Terralaboris asbl

Cumul d’allocations de chômage et de revenus générés par une activité accessoire : conditions

Commentaire de C. trav. Bruxelles, 31 janvier 2013, R.G. 2011/AB/974

Mis en ligne le lundi 24 juin 2013


Cour du travail de Bruxelles, 31 janvier 2013, R.G. n° 2011/AB/974

Terra Laboris asbl

Dans un arrêt du 31 janvier 2013, la Cour du travail de Bruxelles rappelle les critères permettant le cumul d’allocations de chômage avec des revenus générés par une activité accessoire déclarée comme telle au moment de la demande d’allocations : il s’agit de prendre en compte soit le nombre d’heures soit le montant des revenus générés.

Les faits

Un employé est licencié en octobre 2007 avec un préavis à prester. Celui-ci est prolongé jusqu’au 25 août 2009. Il est alors dans les conditions pour bénéficier de la prépension dans le cadre de la CCT n° 17. Avant son licenciement, l’intéressé exerçait une profession accessoire, étant associé actif et actionnaire d’une société en commandite, société de consultance pour entreprises (spécialisée dans le domaine de la sécurité routière). A la fin de son préavis, l’intéressé demande le bénéfice des allocations de chômage et fait état de l’exercice d’une activité accessoire.

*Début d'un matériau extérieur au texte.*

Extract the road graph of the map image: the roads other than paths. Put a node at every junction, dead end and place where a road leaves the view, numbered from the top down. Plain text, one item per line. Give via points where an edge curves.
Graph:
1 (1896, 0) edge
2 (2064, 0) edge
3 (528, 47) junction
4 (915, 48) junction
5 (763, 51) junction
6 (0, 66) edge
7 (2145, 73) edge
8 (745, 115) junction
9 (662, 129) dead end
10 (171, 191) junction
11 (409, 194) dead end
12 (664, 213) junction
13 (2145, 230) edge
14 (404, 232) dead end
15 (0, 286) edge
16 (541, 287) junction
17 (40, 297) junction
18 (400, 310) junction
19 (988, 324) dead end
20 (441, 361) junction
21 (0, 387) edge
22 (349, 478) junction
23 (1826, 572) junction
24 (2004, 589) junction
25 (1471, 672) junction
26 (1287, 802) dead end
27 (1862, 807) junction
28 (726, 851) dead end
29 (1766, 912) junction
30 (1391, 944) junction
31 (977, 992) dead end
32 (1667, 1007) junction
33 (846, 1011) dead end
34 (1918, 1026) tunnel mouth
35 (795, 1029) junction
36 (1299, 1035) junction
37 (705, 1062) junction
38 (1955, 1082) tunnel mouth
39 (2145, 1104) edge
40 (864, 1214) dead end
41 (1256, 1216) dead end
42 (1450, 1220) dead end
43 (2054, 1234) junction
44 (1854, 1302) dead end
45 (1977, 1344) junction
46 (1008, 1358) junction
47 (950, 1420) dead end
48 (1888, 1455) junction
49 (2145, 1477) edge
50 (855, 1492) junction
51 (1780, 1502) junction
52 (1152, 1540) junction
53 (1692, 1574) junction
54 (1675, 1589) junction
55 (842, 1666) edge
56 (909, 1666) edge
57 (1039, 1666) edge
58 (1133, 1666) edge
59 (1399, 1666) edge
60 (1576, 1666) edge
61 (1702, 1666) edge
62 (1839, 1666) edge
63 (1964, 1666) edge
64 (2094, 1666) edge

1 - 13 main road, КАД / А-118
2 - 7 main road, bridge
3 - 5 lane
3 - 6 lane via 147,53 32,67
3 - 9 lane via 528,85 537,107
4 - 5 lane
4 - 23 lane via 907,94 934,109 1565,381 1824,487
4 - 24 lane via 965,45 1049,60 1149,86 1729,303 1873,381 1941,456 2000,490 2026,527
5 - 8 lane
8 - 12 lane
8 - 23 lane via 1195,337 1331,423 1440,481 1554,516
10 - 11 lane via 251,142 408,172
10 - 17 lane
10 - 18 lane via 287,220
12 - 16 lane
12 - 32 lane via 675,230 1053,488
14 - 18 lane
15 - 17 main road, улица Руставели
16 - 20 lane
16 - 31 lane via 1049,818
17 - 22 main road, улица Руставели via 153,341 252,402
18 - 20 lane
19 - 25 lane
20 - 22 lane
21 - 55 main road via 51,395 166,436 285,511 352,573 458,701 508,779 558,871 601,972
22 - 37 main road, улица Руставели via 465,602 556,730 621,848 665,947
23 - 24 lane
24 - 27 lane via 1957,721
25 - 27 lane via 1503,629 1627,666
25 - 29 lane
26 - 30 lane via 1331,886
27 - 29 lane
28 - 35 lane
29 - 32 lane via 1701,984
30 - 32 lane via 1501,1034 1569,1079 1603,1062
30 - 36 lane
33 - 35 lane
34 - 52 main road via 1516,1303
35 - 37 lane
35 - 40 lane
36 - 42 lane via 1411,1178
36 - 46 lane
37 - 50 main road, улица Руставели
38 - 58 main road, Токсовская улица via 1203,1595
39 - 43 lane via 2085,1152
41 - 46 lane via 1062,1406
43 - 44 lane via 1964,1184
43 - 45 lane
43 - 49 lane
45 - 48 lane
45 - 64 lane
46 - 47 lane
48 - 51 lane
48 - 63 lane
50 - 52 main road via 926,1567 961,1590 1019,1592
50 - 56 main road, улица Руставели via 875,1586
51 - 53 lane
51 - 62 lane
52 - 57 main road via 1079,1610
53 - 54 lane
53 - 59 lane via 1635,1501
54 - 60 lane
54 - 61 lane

Trois mois plus tard, il est exclu du bénéfice des allocations, rétroactivement, avec effet à la date de la demande, au motif que l’activité exercée ne peut être considérée comme activité accessoire. Est particulièrement pointé l’exercice de la gestion journalière, dont l’ONEm considère qu’elle ne peut être limitée à quelques heures par jour. Le caractère accessoire de l’activité n’est dès lors pas acceptable.

La société en cause est dissoute le mois suivant et il s’avère que l’intéressé avait à ce moment là déjà présenté sa démission comme associé actif quelques semaines auparavant.

Il introduit une action devant le Tribunal du travail de Bruxelles. Celle-ci est rejetée par jugement du 19 septembre 2011.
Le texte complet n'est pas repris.